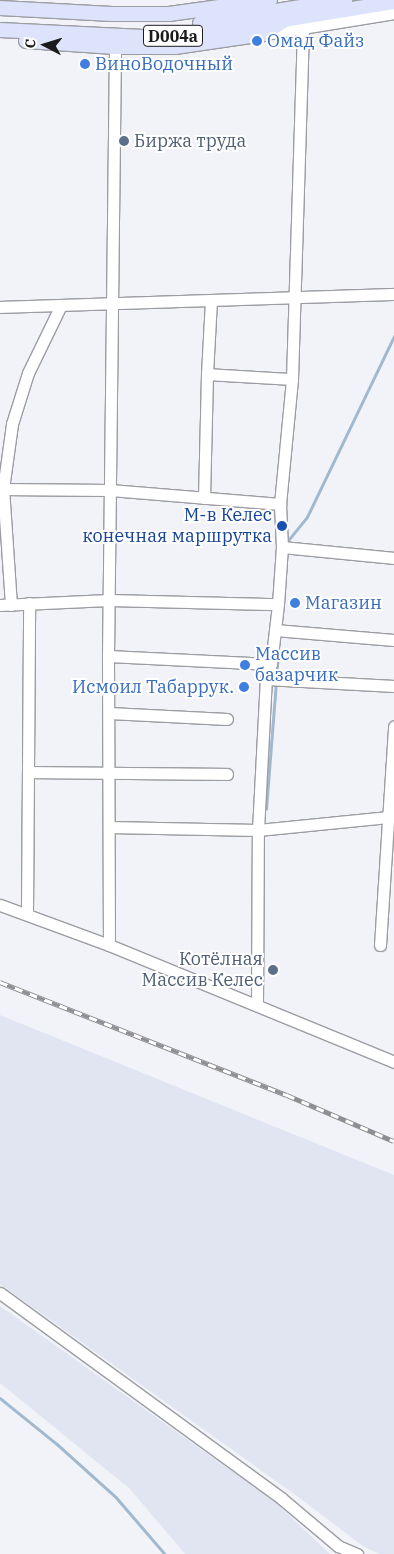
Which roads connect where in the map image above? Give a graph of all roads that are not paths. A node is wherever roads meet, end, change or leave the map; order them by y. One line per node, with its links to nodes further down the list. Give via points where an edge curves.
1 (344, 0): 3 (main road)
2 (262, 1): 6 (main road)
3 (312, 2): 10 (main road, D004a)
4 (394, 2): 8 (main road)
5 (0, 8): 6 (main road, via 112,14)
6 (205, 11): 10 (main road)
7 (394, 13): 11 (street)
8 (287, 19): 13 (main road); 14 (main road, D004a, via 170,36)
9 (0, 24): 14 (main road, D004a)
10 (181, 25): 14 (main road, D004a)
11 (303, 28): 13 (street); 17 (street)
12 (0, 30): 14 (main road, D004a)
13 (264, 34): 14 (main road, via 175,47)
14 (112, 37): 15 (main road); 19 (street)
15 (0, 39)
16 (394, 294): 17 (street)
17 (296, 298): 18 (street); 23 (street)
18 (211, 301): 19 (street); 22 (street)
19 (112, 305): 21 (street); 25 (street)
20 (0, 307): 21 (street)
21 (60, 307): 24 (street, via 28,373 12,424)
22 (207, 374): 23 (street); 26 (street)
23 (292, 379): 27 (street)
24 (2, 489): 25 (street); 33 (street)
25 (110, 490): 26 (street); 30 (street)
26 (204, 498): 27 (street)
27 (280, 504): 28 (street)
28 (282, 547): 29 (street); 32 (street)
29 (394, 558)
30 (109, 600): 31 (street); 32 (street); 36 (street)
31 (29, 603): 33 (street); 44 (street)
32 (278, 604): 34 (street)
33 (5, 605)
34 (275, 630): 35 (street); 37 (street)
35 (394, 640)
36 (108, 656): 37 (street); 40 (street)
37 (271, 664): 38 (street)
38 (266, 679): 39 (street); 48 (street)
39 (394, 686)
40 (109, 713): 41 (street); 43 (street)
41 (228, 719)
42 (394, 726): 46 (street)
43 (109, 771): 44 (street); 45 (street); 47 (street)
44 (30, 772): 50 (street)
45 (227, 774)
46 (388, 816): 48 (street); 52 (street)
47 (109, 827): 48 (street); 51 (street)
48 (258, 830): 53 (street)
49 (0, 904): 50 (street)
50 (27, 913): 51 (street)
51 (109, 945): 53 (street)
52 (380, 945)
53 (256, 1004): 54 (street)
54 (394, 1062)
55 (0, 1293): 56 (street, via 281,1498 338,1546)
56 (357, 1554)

----

• _Directions for this task_
Determine how many lines of the data contain the word "main", and reply with that number only.

• _Exercise answer_
12